## Try it
What is needed is every line of the material that contains "dead".

## Data supplied
- Opening Delimiter -

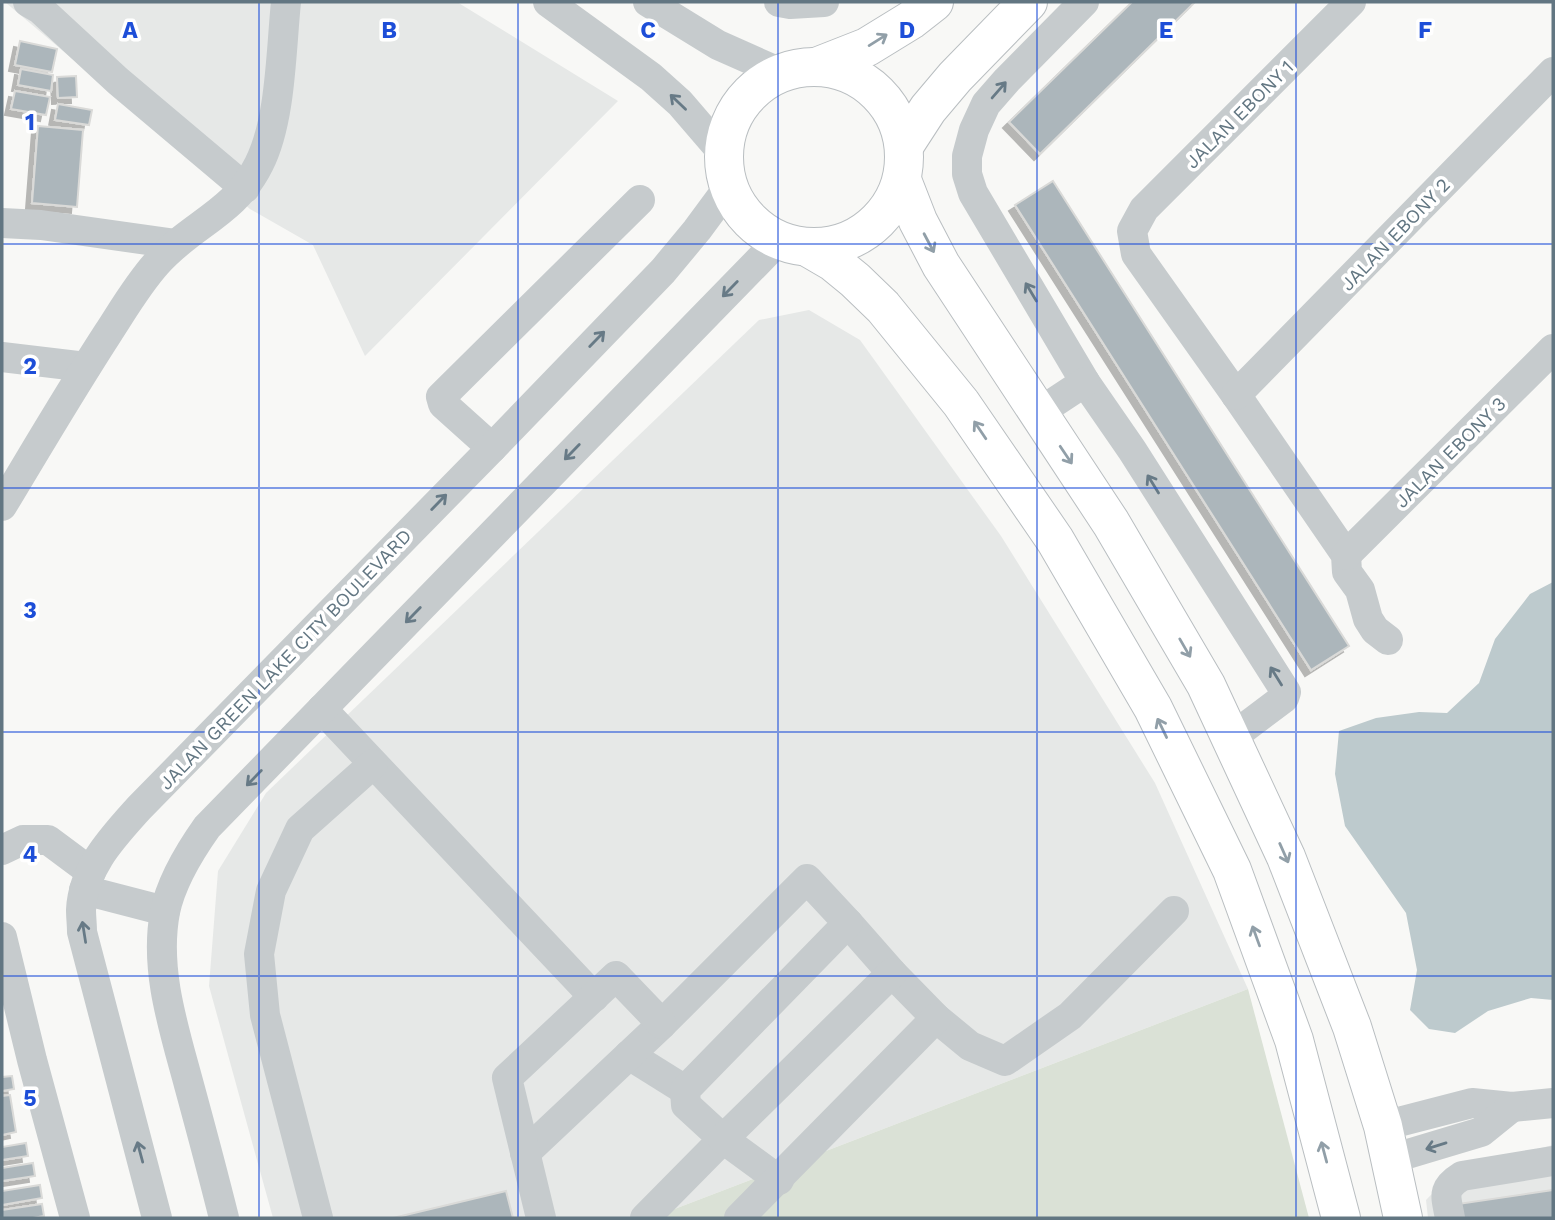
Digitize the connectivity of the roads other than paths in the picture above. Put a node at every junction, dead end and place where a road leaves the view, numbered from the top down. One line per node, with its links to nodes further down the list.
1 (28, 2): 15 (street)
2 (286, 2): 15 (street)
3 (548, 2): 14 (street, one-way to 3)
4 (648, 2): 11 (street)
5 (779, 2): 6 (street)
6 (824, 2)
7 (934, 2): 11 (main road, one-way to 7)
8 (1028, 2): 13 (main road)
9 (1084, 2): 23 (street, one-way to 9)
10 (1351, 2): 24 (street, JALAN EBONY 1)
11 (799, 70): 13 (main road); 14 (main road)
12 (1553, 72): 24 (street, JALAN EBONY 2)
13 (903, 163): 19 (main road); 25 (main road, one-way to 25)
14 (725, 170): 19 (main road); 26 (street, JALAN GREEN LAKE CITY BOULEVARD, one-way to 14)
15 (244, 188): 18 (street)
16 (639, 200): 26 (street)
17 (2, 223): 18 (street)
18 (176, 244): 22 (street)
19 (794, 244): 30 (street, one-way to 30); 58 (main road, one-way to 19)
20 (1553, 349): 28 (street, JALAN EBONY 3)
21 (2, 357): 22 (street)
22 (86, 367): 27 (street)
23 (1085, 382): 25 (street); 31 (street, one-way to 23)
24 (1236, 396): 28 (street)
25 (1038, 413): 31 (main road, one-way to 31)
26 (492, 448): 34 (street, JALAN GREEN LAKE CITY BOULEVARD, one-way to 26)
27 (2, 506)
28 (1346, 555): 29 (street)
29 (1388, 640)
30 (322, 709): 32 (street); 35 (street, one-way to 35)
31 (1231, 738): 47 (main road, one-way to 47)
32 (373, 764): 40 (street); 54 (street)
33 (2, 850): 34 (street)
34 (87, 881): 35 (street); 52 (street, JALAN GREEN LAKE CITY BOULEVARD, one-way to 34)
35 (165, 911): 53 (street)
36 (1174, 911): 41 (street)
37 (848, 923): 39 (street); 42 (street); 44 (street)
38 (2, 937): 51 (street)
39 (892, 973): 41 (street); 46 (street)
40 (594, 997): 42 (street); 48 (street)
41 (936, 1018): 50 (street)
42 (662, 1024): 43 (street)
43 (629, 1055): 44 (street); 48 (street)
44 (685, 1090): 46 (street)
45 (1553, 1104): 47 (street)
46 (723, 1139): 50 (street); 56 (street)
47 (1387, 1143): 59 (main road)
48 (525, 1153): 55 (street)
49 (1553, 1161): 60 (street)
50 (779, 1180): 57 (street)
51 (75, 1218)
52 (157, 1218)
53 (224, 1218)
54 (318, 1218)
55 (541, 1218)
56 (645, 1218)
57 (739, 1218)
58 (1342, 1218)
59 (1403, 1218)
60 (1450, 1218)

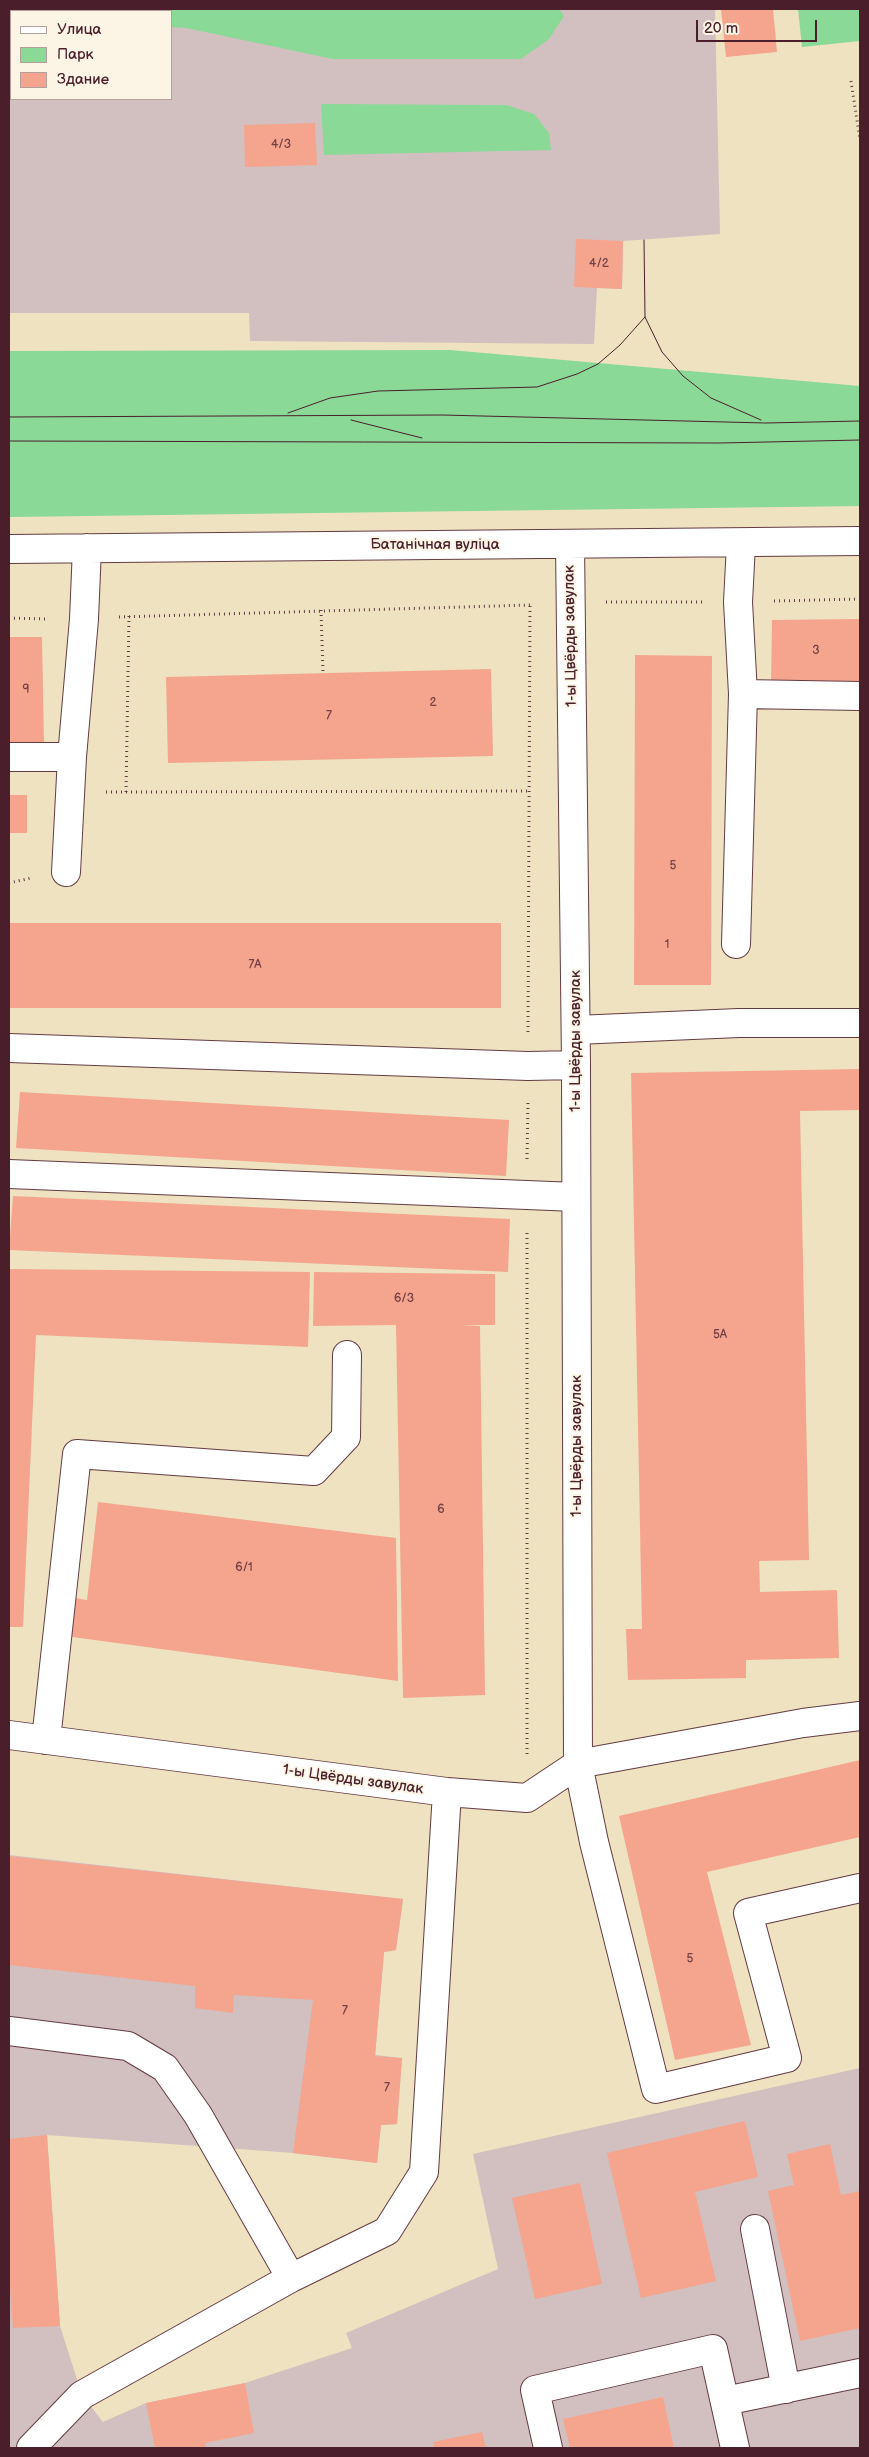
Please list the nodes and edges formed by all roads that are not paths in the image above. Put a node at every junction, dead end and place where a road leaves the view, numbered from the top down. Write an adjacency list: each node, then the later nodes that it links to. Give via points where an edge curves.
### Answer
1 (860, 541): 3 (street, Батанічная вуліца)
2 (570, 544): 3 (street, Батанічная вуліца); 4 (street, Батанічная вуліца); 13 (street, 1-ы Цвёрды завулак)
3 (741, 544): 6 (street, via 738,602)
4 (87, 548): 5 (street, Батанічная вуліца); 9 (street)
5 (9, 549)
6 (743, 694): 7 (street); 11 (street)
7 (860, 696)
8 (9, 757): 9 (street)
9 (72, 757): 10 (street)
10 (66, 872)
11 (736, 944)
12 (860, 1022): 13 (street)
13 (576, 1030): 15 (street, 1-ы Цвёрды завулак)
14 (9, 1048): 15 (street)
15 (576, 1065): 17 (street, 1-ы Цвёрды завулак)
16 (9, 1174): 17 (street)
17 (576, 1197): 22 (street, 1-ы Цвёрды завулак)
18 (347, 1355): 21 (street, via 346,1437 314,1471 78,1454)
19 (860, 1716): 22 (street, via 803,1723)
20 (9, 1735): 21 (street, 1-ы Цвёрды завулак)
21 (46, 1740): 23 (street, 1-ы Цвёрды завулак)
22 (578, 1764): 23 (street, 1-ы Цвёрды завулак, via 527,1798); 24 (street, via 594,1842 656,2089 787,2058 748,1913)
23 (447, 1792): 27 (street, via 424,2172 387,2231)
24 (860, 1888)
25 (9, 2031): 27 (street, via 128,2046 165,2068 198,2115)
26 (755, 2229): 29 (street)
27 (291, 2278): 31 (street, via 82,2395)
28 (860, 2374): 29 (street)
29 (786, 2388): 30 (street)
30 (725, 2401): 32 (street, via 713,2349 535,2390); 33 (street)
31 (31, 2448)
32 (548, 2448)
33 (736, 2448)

- Closing Delimiter -

## Solved exercise
Digitize the connectivity of the roads other than paths in the picture above. Put a node at every junction, dead end and place where a road leaves the view, numbered from the top down. One line per node, with its links to nodes further down the list.
Please list the nodes and edges formed by all roads that are not paths in the image above. Put a node at every junction, dead end and place where a road leaves the view, numbered from the top down. Write an adjacency list: each node, then the later nodes that it links to. Give via points where an edge curves.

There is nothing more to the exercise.